▶ [Work to complete]: Of the entries below, copy only those lines that contain the word "dead".

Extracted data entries
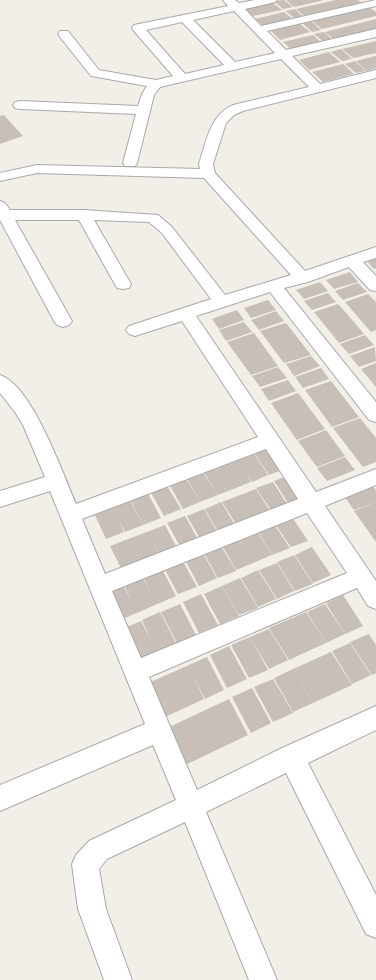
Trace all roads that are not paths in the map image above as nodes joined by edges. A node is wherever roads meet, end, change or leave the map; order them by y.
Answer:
1 (272, 0) edge
2 (232, 4) edge
3 (374, 5) edge
4 (185, 18) junction
5 (258, 30) junction
6 (376, 33) edge
7 (64, 34) dead end
8 (283, 54) junction
9 (232, 66) junction
10 (376, 74) edge
11 (181, 77) junction
12 (156, 84) junction
13 (317, 88) junction
14 (20, 105) dead end
15 (144, 110) junction
16 (130, 164) junction
17 (0, 168) edge
18 (207, 169) junction
19 (0, 177) edge
20 (3, 211) edge
21 (84, 215) junction
22 (376, 252) edge
23 (352, 260) junction
24 (302, 278) junction
25 (123, 284) dead end
26 (273, 285) junction
27 (376, 286) edge
28 (222, 302) junction
29 (186, 314) junction
30 (64, 321) dead end
31 (135, 330) dead end
32 (0, 382) edge
33 (376, 415) edge
34 (269, 440) junction
35 (376, 477) edge
36 (56, 481) junction
37 (0, 499) edge
38 (311, 503) junction
39 (70, 515) junction
40 (360, 577) junction
41 (99, 586) junction
42 (376, 599) edge
43 (134, 672) junction
44 (376, 718) edge
45 (159, 730) junction
46 (291, 757) junction
47 (0, 798) edge
48 (191, 805) junction
49 (376, 924) edge
50 (118, 980) edge
51 (263, 980) edge

1 - 2 street
2 - 4 street
2 - 5 street
3 - 5 street
4 - 9 street
4 - 11 street
5 - 8 street
6 - 8 street
7 - 12 street
8 - 9 street
8 - 13 street
9 - 11 street
10 - 13 street
11 - 12 street
12 - 15 street
13 - 18 street
14 - 15 street
15 - 16 street
16 - 17 street
16 - 18 street
18 - 19 street
18 - 24 street
20 - 21 street
20 - 30 street
21 - 25 street
21 - 28 street
22 - 23 street
23 - 24 street
23 - 27 street
24 - 26 street
26 - 28 street
26 - 33 street
28 - 29 street
29 - 31 street
29 - 34 street
32 - 36 street
34 - 38 street
34 - 39 street
35 - 38 street
36 - 37 street
36 - 39 street
38 - 40 street
38 - 41 street
39 - 41 street
40 - 42 street
40 - 43 street
41 - 43 street
43 - 45 street
44 - 46 street
45 - 47 street
45 - 48 street
46 - 48 street
46 - 49 street
48 - 50 street
48 - 51 street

▶ [The answer]:
7 (64, 34) dead end
14 (20, 105) dead end
25 (123, 284) dead end
30 (64, 321) dead end
31 (135, 330) dead end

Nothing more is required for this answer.